━━━━━ AVAILABLE DATA
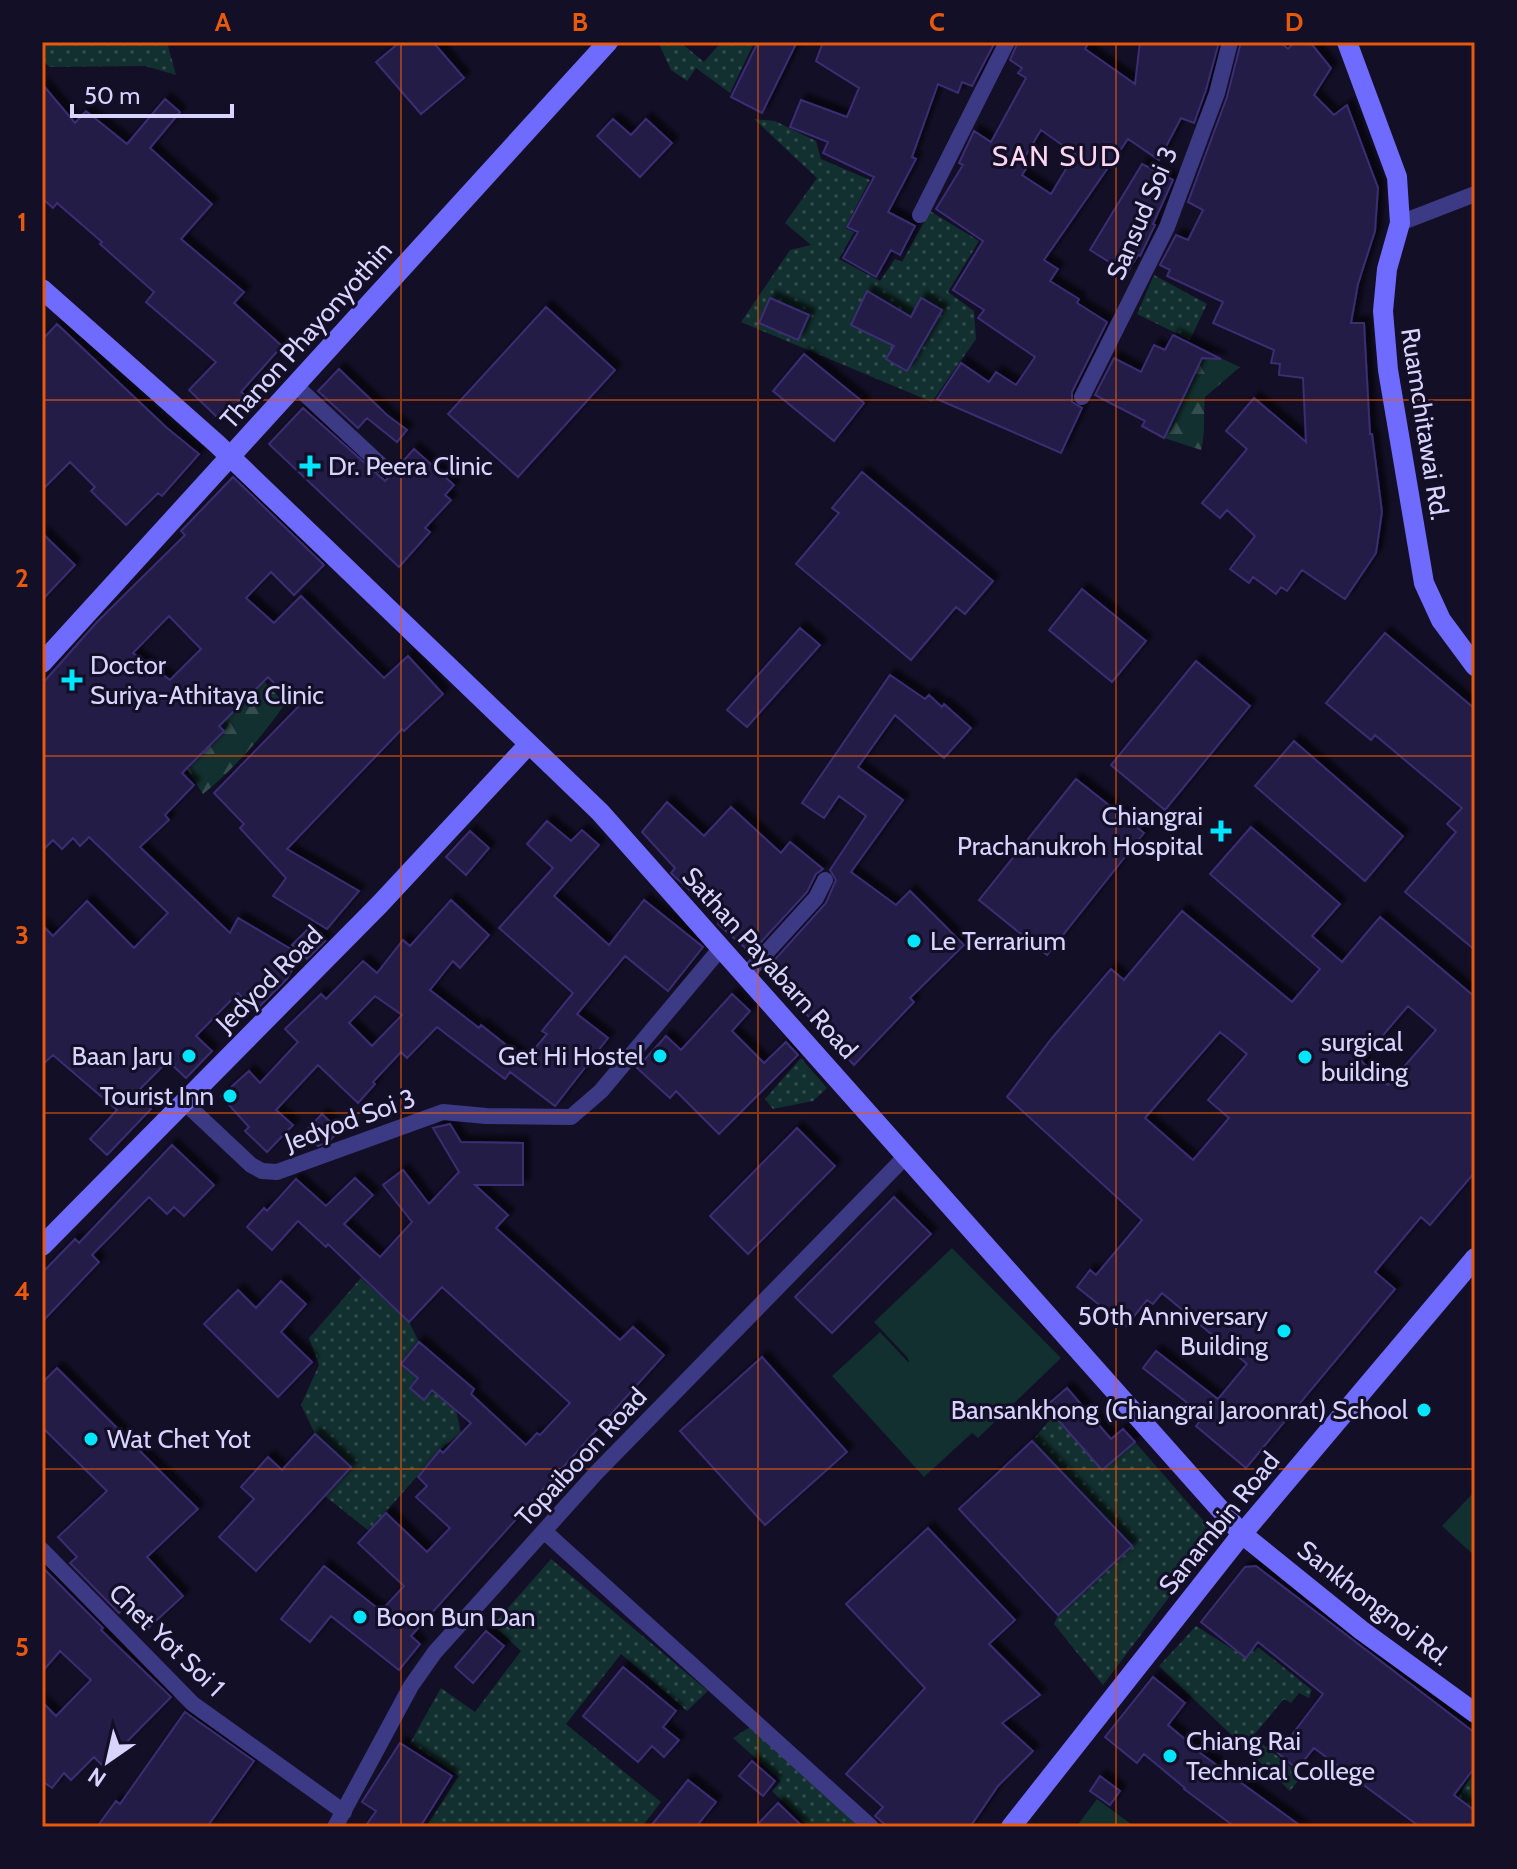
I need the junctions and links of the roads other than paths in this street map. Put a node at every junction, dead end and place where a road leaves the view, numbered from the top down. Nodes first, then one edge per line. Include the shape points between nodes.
1 (608, 42) edge
2 (1007, 42) edge
3 (1230, 42) edge
4 (1347, 42) edge
5 (1475, 194) edge
6 (920, 215) dead end
7 (1400, 223) junction
8 (42, 289) edge
9 (295, 385) junction
10 (1082, 397) dead end
11 (230, 457) junction
12 (382, 466) dead end
13 (42, 663) edge
14 (1475, 666) edge
15 (529, 744) junction
16 (825, 880) dead end
17 (721, 948) junction
18 (746, 975) junction
19 (184, 1102) junction
20 (907, 1155) junction
21 (42, 1246) edge
22 (1475, 1258) edge
23 (544, 1531) junction
24 (1242, 1534) junction
25 (42, 1550) edge
26 (1475, 1713) edge
27 (344, 1812) junction
28 (335, 1827) edge
29 (871, 1827) edge
30 (1011, 1827) edge

1 - 9 street, Thanon Phayonyothin
2 - 6 street
3 - 10 street, Sansud Soi 3 via 1217,93 1167,227
4 - 7 street, Ruamchitawai Rd. via 1397,177
5 - 7 street
7 - 14 street, Ruamchitawai Rd. via 1387,269 1383,311 1399,437 1424,583 1441,620
8 - 11 street, Sathan Payabarn Road
9 - 11 street, Thanon Phayonyothin
9 - 12 street
11 - 13 street, Thanon Phayonyothin
11 - 15 street, Sathan Payabarn Road
15 - 17 street, Sathan Payabarn Road via 600,812
15 - 19 street, Jedyod Road
16 - 18 street via 816,898
17 - 18 street, Sathan Payabarn Road
17 - 19 street, Jedyod Soi 3 via 601,1091 571,1117 443,1112 277,1172 251,1165
18 - 20 street, Sathan Payabarn Road
19 - 21 street, Jedyod Road
20 - 23 street, Topaiboon Road
20 - 24 street, Sathan Payabarn Road
22 - 24 street, Sanambin Road
23 - 27 street, Topaiboon Road via 435,1652 411,1686
23 - 29 street
24 - 26 street, Sankhongnoi Rd.
24 - 30 street, Sanambin Road
25 - 27 street, Chet Yot Soi 1 via 193,1704
27 - 28 street, Topaiboon Road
━━━━━━━━━━
*WORK REQUIRED*
Everything in the entries except the images must be copied exactly.

*RESULT*
I need the junctions and links of the roads other than paths in this street map. Put a node at every junction, dead end and place where a road leaves the view, numbered from the top down. Nodes first, then one edge per line. Include the shape points between nodes.
1 (608, 42) edge
2 (1007, 42) edge
3 (1230, 42) edge
4 (1347, 42) edge
5 (1475, 194) edge
6 (920, 215) dead end
7 (1400, 223) junction
8 (42, 289) edge
9 (295, 385) junction
10 (1082, 397) dead end
11 (230, 457) junction
12 (382, 466) dead end
13 (42, 663) edge
14 (1475, 666) edge
15 (529, 744) junction
16 (825, 880) dead end
17 (721, 948) junction
18 (746, 975) junction
19 (184, 1102) junction
20 (907, 1155) junction
21 (42, 1246) edge
22 (1475, 1258) edge
23 (544, 1531) junction
24 (1242, 1534) junction
25 (42, 1550) edge
26 (1475, 1713) edge
27 (344, 1812) junction
28 (335, 1827) edge
29 (871, 1827) edge
30 (1011, 1827) edge

1 - 9 street, Thanon Phayonyothin
2 - 6 street
3 - 10 street, Sansud Soi 3 via 1217,93 1167,227
4 - 7 street, Ruamchitawai Rd. via 1397,177
5 - 7 street
7 - 14 street, Ruamchitawai Rd. via 1387,269 1383,311 1399,437 1424,583 1441,620
8 - 11 street, Sathan Payabarn Road
9 - 11 street, Thanon Phayonyothin
9 - 12 street
11 - 13 street, Thanon Phayonyothin
11 - 15 street, Sathan Payabarn Road
15 - 17 street, Sathan Payabarn Road via 600,812
15 - 19 street, Jedyod Road
16 - 18 street via 816,898
17 - 18 street, Sathan Payabarn Road
17 - 19 street, Jedyod Soi 3 via 601,1091 571,1117 443,1112 277,1172 251,1165
18 - 20 street, Sathan Payabarn Road
19 - 21 street, Jedyod Road
20 - 23 street, Topaiboon Road
20 - 24 street, Sathan Payabarn Road
22 - 24 street, Sanambin Road
23 - 27 street, Topaiboon Road via 435,1652 411,1686
23 - 29 street
24 - 26 street, Sankhongnoi Rd.
24 - 30 street, Sanambin Road
25 - 27 street, Chet Yot Soi 1 via 193,1704
27 - 28 street, Topaiboon Road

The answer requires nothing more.